[Start of Attachment]

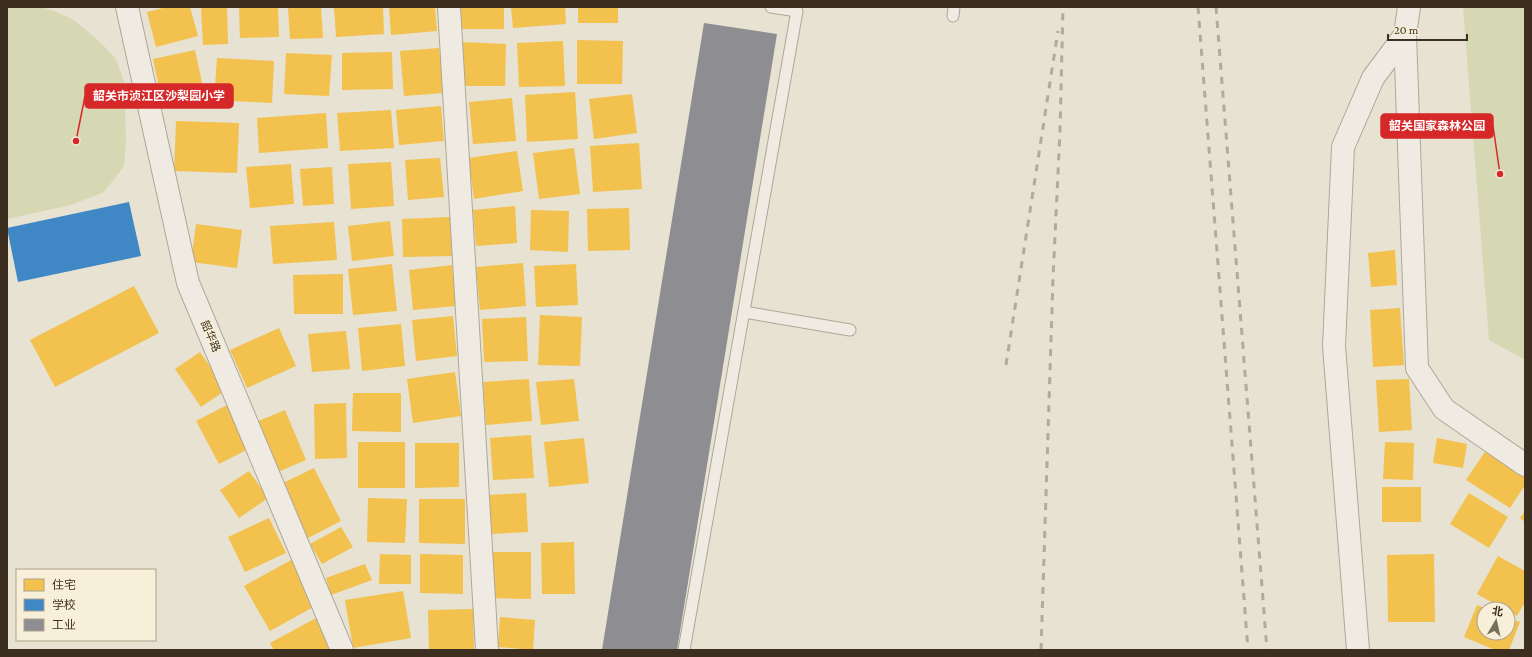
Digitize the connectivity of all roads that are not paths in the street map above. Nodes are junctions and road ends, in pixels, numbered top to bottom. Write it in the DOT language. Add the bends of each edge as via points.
graph roads {
  1 [pos="127,7"];
  2 [pos="450,7"];
  3 [pos="771,7"];
  4 [pos="1409,7"];
  5 [pos="798,9"];
  6 [pos="1404,35"];
  7 [pos="744,312"];
  8 [pos="850,330"];
  9 [pos="1525,465"];
  10 [pos="342,650"];
  11 [pos="487,650"];
  12 [pos="684,650"];
  13 [pos="1358,650"];
  1 -- 10 [label="street, 韶华路" via="188,283"];
  2 -- 11 [label="street"];
  3 -- 5 [label="lane"];
  4 -- 6 [label="street"];
  5 -- 7 [label="lane"];
  6 -- 9 [label="street" via="1417,368 1444,409"];
  6 -- 13 [label="street" via="1373,78 1343,147 1334,346"];
  7 -- 8 [label="lane"];
  7 -- 12 [label="lane"];
}
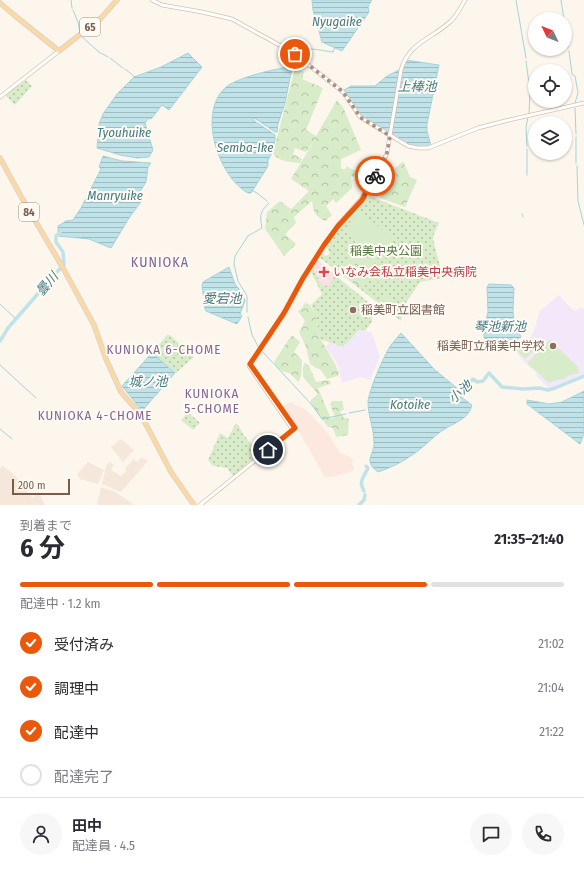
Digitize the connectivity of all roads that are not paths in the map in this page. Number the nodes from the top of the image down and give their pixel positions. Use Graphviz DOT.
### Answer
graph roads {
  1 [pos="117,0"];
  2 [pos="152,0"];
  3 [pos="466,0"];
  4 [pos="0,3"];
  5 [pos="59,51"];
  6 [pos="0,97"];
  7 [pos="584,103"];
  8 [pos="390,136"];
  9 [pos="0,158"];
  10 [pos="194,505"];
  11 [pos="200,505"];
  1 -- 5 [label="main road, 65"];
  2 -- 8 [label="main road"];
  3 -- 8 [label="main road"];
  4 -- 5 [label="main road"];
  5 -- 6 [label="main road"];
  7 -- 8 [label="main road"];
  8 -- 11 [label="main road"];
  9 -- 10 [label="main road, 84"];
}
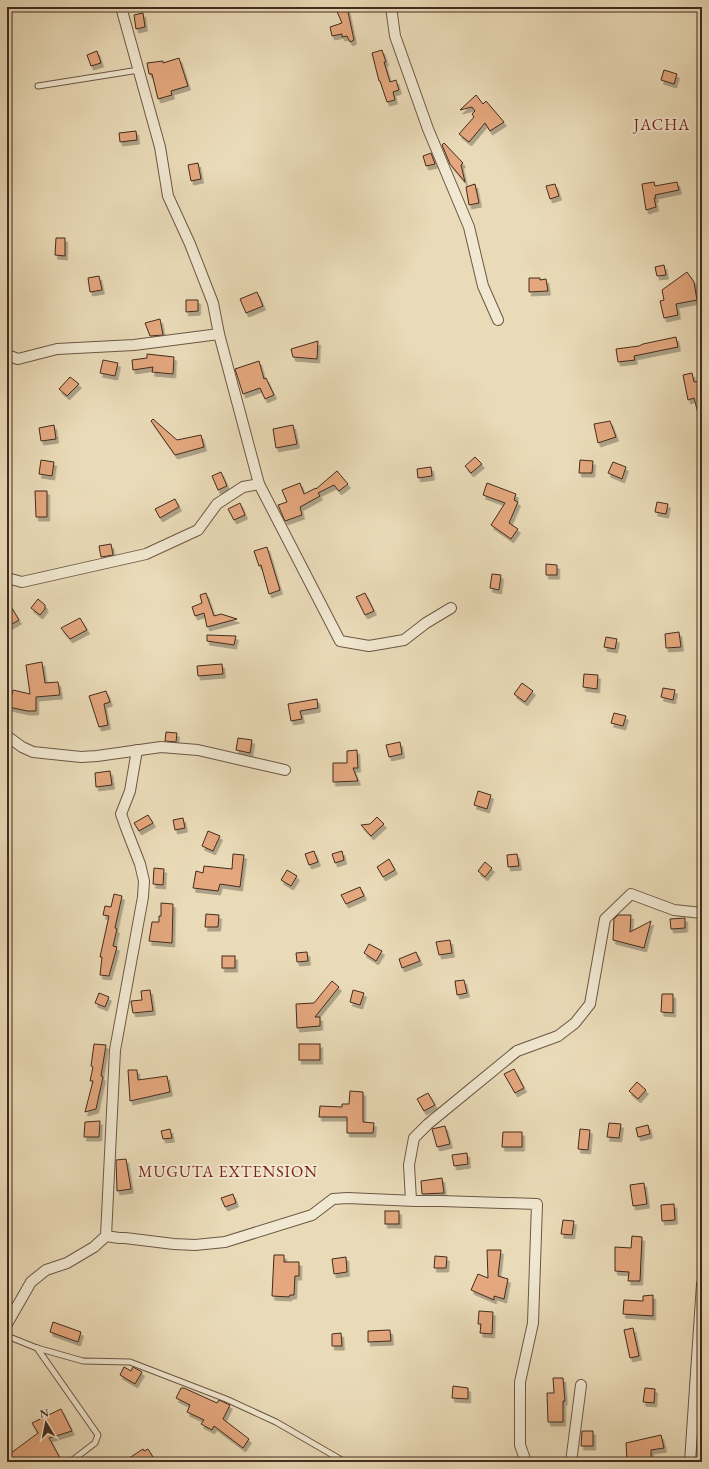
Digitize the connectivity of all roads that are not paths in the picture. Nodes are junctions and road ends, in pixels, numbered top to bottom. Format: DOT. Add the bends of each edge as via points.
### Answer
graph roads {
  1 [pos="121,7"];
  2 [pos="391,7"];
  3 [pos="139,70"];
  4 [pos="38,86"];
  5 [pos="498,320"];
  6 [pos="219,334"];
  7 [pos="7,355"];
  8 [pos="259,484"];
  9 [pos="7,578"];
  10 [pos="451,608"];
  11 [pos="7,736"];
  12 [pos="136,750"];
  13 [pos="285,770"];
  14 [pos="702,914"];
  15 [pos="411,1200"];
  16 [pos="106,1236"];
  17 [pos="702,1284"];
  18 [pos="7,1324"];
  19 [pos="7,1336"];
  20 [pos="37,1348"];
  21 [pos="581,1385"];
  22 [pos="76,1459"];
  23 [pos="70,1462"];
  24 [pos="345,1462"];
  25 [pos="526,1462"];
  26 [pos="570,1462"];
  27 [pos="690,1462"];
  1 -- 3 [label="street"];
  2 -- 5 [label="street" via="395,36 428,129 469,227 484,286"];
  3 -- 4 [label="lane"];
  3 -- 6 [label="street" via="160,147 168,196 213,303"];
  6 -- 7 [label="street" via="134,345 57,348 18,359"];
  6 -- 8 [label="street"];
  8 -- 9 [label="street" via="243,487 217,504 198,530 146,554 22,582"];
  8 -- 10 [label="street" via="340,641 369,646 404,640"];
  11 -- 12 [label="street" via="27,750 81,757"];
  12 -- 13 [label="street" via="161,747 198,750"];
  12 -- 16 [label="street" via="130,791 121,814 144,881 115,1050"];
  14 -- 15 [label="street" via="674,910 631,894 605,919 590,1004 575,1023 558,1036 517,1051 414,1138 409,1165"];
  15 -- 16 [label="street" via="333,1199 312,1215 216,1244 174,1244"];
  15 -- 25 [label="street" via="537,1204 533,1323 520,1382 520,1444"];
  16 -- 18 [label="street" via="94,1247 67,1263 46,1270 31,1282"];
  17 -- 27 [label="street"];
  19 -- 20 [label="lane"];
  20 -- 22 [label="lane" via="98,1435 95,1443"];
  20 -- 24 [label="lane" via="83,1361 130,1362 226,1399 269,1419"];
  21 -- 26 [label="street"];
  22 -- 23 [label="lane"];
}
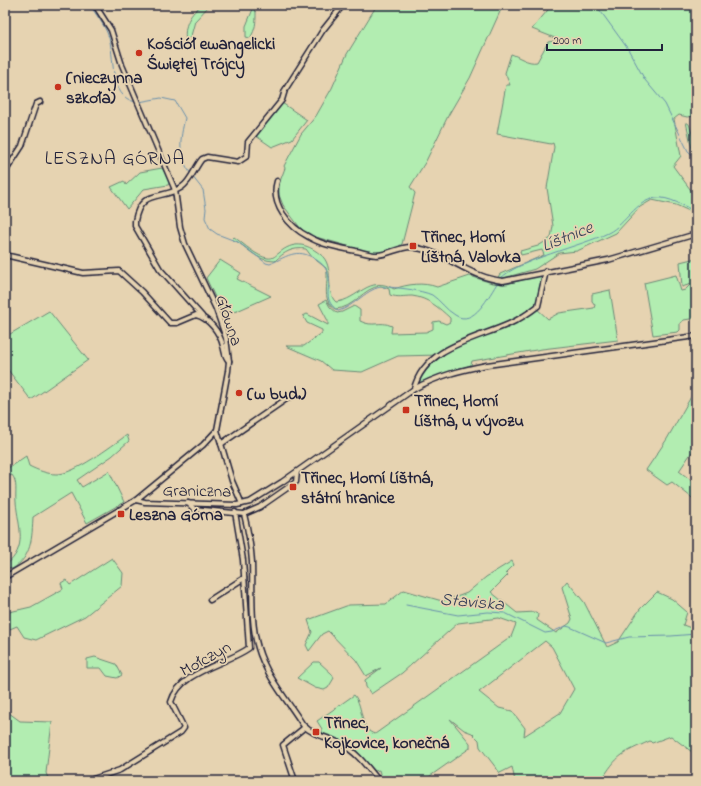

[End of Attachment]

Please keep the pictures out and reproduce the records above exactly.

Solution for this problem:
Digitize the connectivity of all roads that are not paths in the street map above. Nodes are junctions and road ends, in pixels, numbered top to bottom. Write it in the DOT language. Add the bends of each edge as via points.
graph roads {
  1 [pos="127,7"];
  2 [pos="450,7"];
  3 [pos="771,7"];
  4 [pos="1409,7"];
  5 [pos="798,9"];
  6 [pos="1404,35"];
  7 [pos="744,312"];
  8 [pos="850,330"];
  9 [pos="1525,465"];
  10 [pos="342,650"];
  11 [pos="487,650"];
  12 [pos="684,650"];
  13 [pos="1358,650"];
  1 -- 10 [label="street, 韶华路" via="188,283"];
  2 -- 11 [label="street"];
  3 -- 5 [label="lane"];
  4 -- 6 [label="street"];
  5 -- 7 [label="lane"];
  6 -- 9 [label="street" via="1417,368 1444,409"];
  6 -- 13 [label="street" via="1373,78 1343,147 1334,346"];
  7 -- 8 [label="lane"];
  7 -- 12 [label="lane"];
}
Digitize the connectivity of all roads that are not paths in the map in this page. Number the nodes from the top of the image down and give their pixel positions. Use Graphviz DOT.
### Answer
graph roads {
  1 [pos="117,0"];
  2 [pos="152,0"];
  3 [pos="466,0"];
  4 [pos="0,3"];
  5 [pos="59,51"];
  6 [pos="0,97"];
  7 [pos="584,103"];
  8 [pos="390,136"];
  9 [pos="0,158"];
  10 [pos="194,505"];
  11 [pos="200,505"];
  1 -- 5 [label="main road, 65"];
  2 -- 8 [label="main road"];
  3 -- 8 [label="main road"];
  4 -- 5 [label="main road"];
  5 -- 6 [label="main road"];
  7 -- 8 [label="main road"];
  8 -- 11 [label="main road"];
  9 -- 10 [label="main road, 84"];
}
Digitize the connectivity of all roads that are not paths in the picture. Nodes are junctions and road ends, in pixels, numbered top to bottom. Format: DOT. Add the bends of each edge as via points.
### Answer
graph roads {
  1 [pos="121,7"];
  2 [pos="391,7"];
  3 [pos="139,70"];
  4 [pos="38,86"];
  5 [pos="498,320"];
  6 [pos="219,334"];
  7 [pos="7,355"];
  8 [pos="259,484"];
  9 [pos="7,578"];
  10 [pos="451,608"];
  11 [pos="7,736"];
  12 [pos="136,750"];
  13 [pos="285,770"];
  14 [pos="702,914"];
  15 [pos="411,1200"];
  16 [pos="106,1236"];
  17 [pos="702,1284"];
  18 [pos="7,1324"];
  19 [pos="7,1336"];
  20 [pos="37,1348"];
  21 [pos="581,1385"];
  22 [pos="76,1459"];
  23 [pos="70,1462"];
  24 [pos="345,1462"];
  25 [pos="526,1462"];
  26 [pos="570,1462"];
  27 [pos="690,1462"];
  1 -- 3 [label="street"];
  2 -- 5 [label="street" via="395,36 428,129 469,227 484,286"];
  3 -- 4 [label="lane"];
  3 -- 6 [label="street" via="160,147 168,196 213,303"];
  6 -- 7 [label="street" via="134,345 57,348 18,359"];
  6 -- 8 [label="street"];
  8 -- 9 [label="street" via="243,487 217,504 198,530 146,554 22,582"];
  8 -- 10 [label="street" via="340,641 369,646 404,640"];
  11 -- 12 [label="street" via="27,750 81,757"];
  12 -- 13 [label="street" via="161,747 198,750"];
  12 -- 16 [label="street" via="130,791 121,814 144,881 115,1050"];
  14 -- 15 [label="street" via="674,910 631,894 605,919 590,1004 575,1023 558,1036 517,1051 414,1138 409,1165"];
  15 -- 16 [label="street" via="333,1199 312,1215 216,1244 174,1244"];
  15 -- 25 [label="street" via="537,1204 533,1323 520,1382 520,1444"];
  16 -- 18 [label="street" via="94,1247 67,1263 46,1270 31,1282"];
  17 -- 27 [label="street"];
  19 -- 20 [label="lane"];
  20 -- 22 [label="lane" via="98,1435 95,1443"];
  20 -- 24 [label="lane" via="83,1361 130,1362 226,1399 269,1419"];
  21 -- 26 [label="street"];
  22 -- 23 [label="lane"];
}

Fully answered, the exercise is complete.